Глава третий семьи был явно дезертиром, вместо паспорта он лейтенанту Кислову протянул на проверку красноармейскую книжку. Лейтенант кивком головы попросил его выйти из строя и отойти в сторону, где должны были быть собраны выявленные дезертиры. Парень, молча, поцеловал плачущую супругу, двух детей и, понурив голову, отправился на указанное место. Артур стоял и смотрел на дезертира Ивана Зубина, который пять лет назад приехал в Москву по лимиту. За это время он успел жениться, с супругой нарожать детей. Повозившись в мозгах этого парня, Любимов уже знал о том, что рядовой красноармеец Зубин не враг своему отчеству. Его полк был разбит под Ржевом, а этот красноармеец пешком добрался до Москвы, чтобы спрятаться у своей супруги.
Артура Любимова очень обеспокоило семейство некого рабочего Грымзина, которое проживало в комнате номер шесть. С документами у них было все в порядке, все дети самым аккуратнейшим образом были перечислены в паспортах матери и отца. Но как это могло случиться, чтобы в этой же комнате был найден труп красноармейца и два пистолета ТТ с четырьмя обоймами. Что-то внутри полковника Любимова останавливало от разбирательства всего вышеуказанного на этом месте, поэтому он приказал разведчикам, все семейство отдельным студебеккером отправить в расположение бригады и уже там провести расследование.
Когда Артур Любимов прошел весь строй, то даже простому глазу было заметно, насколько сильно поредели его ряды. Тридцать человек, мужчин, женщин и взрослых подростков не имели паспортов или каких-либо других документов, свидетельствующих о том, что же они собой представляют. В десяти комнатушках было найдено оружие, два автомата шмайсер, две винтовки СВТ38 и шесть пистолетов.

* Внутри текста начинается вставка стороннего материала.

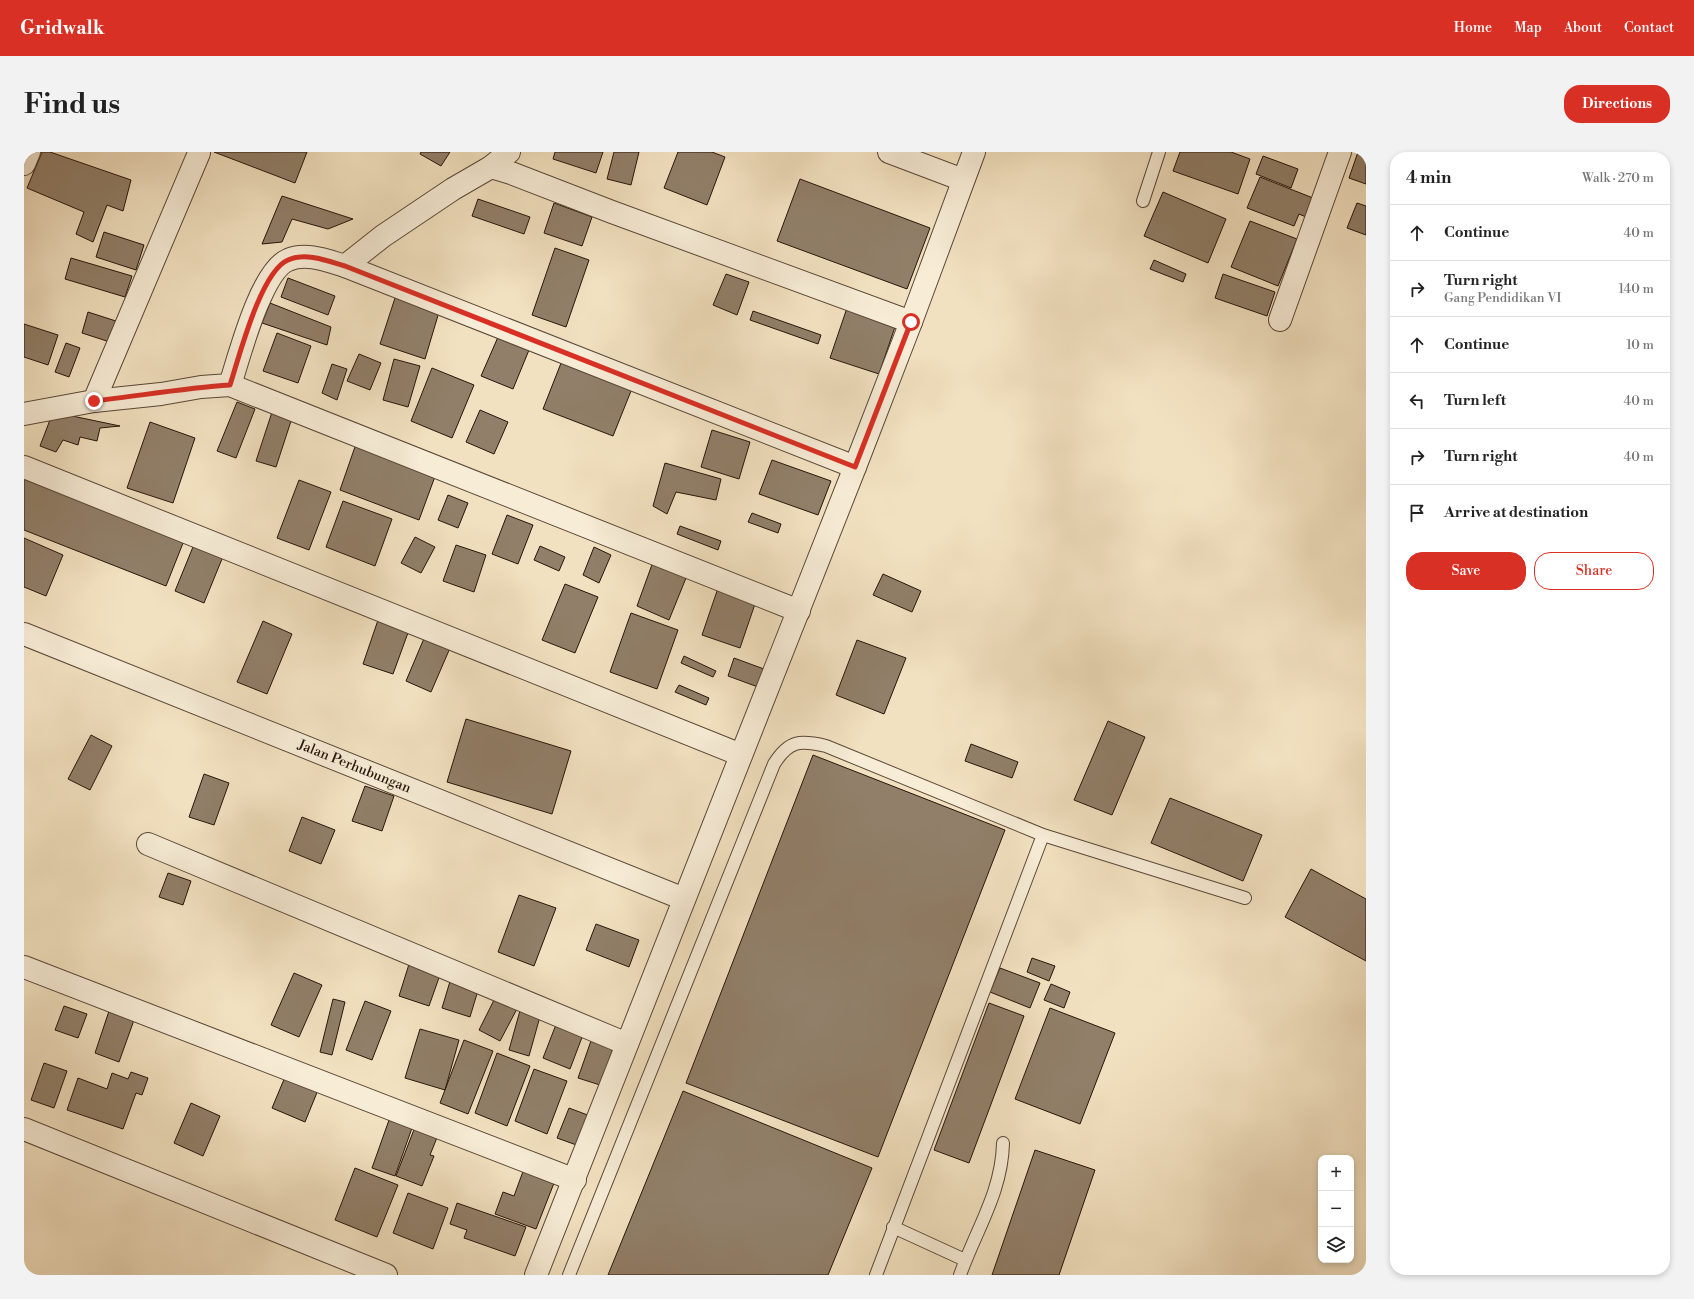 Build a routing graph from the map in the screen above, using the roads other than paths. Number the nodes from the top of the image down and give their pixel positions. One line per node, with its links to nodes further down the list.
1 (29, 152): 8 (street)
2 (509, 152): 9 (street)
3 (889, 152): 10 (street)
4 (974, 152): 10 (street)
5 (1159, 152): 11 (lane)
6 (1340, 152): 13 (street)
7 (199, 153): 16 (street)
8 (24, 164)
9 (491, 167): 12 (street); 14 (street)
10 (963, 180): 14 (street)
11 (1143, 201)
12 (345, 266): 15 (street); 18 (street)
13 (1280, 320)
14 (911, 322): 18 (street)
15 (230, 385): 16 (street); 20 (street)
16 (94, 401): 17 (street)
17 (24, 414)
18 (855, 467): 20 (street)
19 (24, 468): 22 (street)
20 (798, 611): 22 (street)
21 (24, 634): 26 (street, Jalan Perhubungan)
22 (741, 755): 26 (street)
23 (1043, 835): 25 (lane); 32 (lane); 36 (lane)
24 (148, 844): 28 (street)
25 (1246, 898)
26 (684, 899): 28 (street)
27 (24, 967): 31 (street)
28 (627, 1044): 31 (street)
29 (24, 1129): 34 (street)
30 (1003, 1143): 33 (lane)
31 (575, 1180): 35 (street)
32 (893, 1227): 33 (lane); 37 (lane)
33 (965, 1260): 38 (lane)
34 (386, 1275)
35 (536, 1275)
36 (569, 1275)
37 (876, 1275)
38 (960, 1275)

Главам этих семейств старший лейтенант Голубцов разъяснил ситуацию. Заодно он их проинформировал их о том, что, если до десяти утра следующего дня они не дадут правдоподобного и документального разъяснения того, как оружие попало в их жилые комнаты, то они без суда и следствия будут расстреляны. Мужики утвердительно кивнули ему головой в знак того, что все поняли, и сами, без команды, сложив руки за спину, медленно побрели к грузовикам. Их жены стояли и молчали, никто из них не кричал так, как та первая женщина, чьего мужа расстреляли на ее глазах, но женские слезы потоком катились из их глаз. Эти женщины давно поверили в то, что бедные и несчастные люди никогда не найдут правды на этой земле.

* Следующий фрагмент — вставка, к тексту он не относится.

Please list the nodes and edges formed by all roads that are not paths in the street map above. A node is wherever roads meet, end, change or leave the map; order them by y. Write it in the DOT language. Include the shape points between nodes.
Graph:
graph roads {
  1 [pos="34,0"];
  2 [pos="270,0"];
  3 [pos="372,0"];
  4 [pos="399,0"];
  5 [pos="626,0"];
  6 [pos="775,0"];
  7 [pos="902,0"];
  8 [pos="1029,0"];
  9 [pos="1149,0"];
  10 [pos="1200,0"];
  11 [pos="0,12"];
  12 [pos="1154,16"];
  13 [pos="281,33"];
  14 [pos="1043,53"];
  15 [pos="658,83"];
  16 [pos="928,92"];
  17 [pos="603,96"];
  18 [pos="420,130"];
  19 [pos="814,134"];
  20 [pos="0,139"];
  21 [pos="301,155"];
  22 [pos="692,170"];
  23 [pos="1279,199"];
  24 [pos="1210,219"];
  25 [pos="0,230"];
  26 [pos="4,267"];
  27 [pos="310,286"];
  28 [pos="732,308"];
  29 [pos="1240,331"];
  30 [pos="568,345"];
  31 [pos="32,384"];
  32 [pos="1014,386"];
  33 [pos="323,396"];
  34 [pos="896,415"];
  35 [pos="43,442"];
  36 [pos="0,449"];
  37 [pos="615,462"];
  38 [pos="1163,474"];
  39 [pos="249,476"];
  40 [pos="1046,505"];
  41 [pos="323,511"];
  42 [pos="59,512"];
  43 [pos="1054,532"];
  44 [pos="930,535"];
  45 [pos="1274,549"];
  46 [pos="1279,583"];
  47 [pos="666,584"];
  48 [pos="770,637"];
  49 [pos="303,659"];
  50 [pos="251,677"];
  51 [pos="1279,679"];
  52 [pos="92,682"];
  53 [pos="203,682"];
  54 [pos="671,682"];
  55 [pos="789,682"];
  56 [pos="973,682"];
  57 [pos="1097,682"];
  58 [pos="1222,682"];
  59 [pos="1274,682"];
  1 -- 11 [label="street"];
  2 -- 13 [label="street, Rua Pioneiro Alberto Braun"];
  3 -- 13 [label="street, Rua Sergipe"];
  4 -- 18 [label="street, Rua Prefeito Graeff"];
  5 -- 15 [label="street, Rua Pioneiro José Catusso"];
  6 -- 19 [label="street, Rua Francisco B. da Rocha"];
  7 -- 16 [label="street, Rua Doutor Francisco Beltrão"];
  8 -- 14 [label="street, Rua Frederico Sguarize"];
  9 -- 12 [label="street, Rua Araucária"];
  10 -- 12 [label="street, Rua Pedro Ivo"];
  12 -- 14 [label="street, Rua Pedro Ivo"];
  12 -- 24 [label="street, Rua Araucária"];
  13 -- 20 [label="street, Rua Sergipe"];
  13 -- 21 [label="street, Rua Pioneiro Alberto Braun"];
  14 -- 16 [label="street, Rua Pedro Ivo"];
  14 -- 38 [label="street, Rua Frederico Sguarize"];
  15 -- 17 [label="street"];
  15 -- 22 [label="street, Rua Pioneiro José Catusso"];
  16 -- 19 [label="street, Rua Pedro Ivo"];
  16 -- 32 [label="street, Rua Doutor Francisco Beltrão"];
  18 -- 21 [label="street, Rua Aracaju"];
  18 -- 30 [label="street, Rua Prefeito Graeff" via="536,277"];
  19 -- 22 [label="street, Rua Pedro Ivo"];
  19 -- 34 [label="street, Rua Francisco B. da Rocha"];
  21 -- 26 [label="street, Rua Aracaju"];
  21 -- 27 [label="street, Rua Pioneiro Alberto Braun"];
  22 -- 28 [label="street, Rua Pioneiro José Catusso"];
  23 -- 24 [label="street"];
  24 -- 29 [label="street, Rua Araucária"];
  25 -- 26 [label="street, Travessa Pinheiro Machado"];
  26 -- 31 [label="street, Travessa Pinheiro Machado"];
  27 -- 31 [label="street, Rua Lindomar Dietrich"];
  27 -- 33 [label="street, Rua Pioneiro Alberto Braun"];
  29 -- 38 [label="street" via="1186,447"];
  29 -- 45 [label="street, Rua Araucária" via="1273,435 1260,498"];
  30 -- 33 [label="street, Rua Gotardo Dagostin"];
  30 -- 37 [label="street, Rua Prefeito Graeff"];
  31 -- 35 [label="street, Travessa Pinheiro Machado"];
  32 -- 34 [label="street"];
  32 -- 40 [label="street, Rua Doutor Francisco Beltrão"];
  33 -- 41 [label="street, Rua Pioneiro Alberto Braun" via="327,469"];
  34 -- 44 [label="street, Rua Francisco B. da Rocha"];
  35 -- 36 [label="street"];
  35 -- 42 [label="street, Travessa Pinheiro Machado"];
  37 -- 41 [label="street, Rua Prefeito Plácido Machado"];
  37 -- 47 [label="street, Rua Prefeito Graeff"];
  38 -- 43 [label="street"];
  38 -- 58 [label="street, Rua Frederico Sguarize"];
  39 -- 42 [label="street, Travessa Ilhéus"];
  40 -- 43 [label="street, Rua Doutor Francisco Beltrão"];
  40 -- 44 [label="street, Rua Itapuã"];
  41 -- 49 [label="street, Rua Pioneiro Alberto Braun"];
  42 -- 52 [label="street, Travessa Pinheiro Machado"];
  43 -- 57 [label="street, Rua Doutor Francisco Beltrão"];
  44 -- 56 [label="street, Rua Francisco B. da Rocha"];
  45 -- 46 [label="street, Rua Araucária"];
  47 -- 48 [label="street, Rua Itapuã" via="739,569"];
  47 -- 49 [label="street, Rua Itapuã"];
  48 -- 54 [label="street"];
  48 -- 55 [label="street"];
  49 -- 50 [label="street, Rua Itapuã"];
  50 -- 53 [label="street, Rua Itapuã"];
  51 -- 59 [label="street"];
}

Тогда Артур Любимов вспомнил о парне с карими глазами, имя которого не было упомянуто ни в паспорте матери, ни отца. Он чувствовал дикую усталость, истощенность своего головного мозга. Ему страшно хотелось вернуться в свой новый кабинет, отвернуться от всех бед и несчастий, поставить между собой и жизнью секретаршу Надю или Таню и забыться в комфорте и уюте. Но этого парня на месте не оказалось, а его младшие братья испуганно жались друг к другу. Полковник Любимов своим ментальным зондом проник в их сознание, на него тут же обрушилась лавина детских страхов и непонимания сложившейся ситуации. С большим трудом, на грани своей способности, Артуру Любимову удалось все-таки выяснить, что никакого парня они не знают, а страшно бояться за отца и мать. Тогда Артур подошел в женщине, матери этой подрастающей московской шпаны, и строго посмотрел ей в глаза.

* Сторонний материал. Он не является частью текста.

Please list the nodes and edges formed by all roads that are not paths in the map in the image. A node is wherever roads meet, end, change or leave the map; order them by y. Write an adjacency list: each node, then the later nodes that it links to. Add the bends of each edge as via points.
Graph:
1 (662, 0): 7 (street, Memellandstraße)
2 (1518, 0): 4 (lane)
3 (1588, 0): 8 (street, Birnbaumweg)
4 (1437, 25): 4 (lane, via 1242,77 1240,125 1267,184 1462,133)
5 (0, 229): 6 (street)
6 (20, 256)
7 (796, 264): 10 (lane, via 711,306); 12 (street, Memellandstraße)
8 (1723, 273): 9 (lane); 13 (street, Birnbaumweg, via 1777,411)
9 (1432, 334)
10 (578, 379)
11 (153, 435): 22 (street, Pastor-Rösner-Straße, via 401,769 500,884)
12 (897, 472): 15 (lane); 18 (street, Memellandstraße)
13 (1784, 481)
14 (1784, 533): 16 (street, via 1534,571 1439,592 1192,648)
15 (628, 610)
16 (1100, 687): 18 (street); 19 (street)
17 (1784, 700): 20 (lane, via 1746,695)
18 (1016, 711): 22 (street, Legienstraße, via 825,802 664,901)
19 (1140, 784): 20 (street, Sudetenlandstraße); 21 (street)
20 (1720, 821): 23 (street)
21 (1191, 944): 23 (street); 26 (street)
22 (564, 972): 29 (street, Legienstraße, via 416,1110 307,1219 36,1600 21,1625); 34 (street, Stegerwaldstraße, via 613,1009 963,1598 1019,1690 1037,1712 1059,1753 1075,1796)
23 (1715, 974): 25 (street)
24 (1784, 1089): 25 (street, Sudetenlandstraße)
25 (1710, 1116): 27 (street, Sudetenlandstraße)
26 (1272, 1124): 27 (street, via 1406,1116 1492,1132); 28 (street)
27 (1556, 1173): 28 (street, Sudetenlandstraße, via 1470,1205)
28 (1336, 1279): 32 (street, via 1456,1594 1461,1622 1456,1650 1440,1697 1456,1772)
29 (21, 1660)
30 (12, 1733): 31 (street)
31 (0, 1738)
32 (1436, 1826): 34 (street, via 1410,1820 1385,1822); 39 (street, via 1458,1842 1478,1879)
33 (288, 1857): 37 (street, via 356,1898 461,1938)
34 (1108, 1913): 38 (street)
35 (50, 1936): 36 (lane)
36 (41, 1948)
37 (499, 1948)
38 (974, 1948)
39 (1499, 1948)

Губы женщины начали сами собой нашептывать:
- Мы не знаем, кто он? Он просто зашел в нашу комнату и сказал, что на время останется с нами. Когда отец ему строго-настрого сказал, что у нас нет на него документов, то этот парень ответил, чтобы мы по этому вопросу не беспокоились, что он может влиять на разум человека. Мы ему поверили.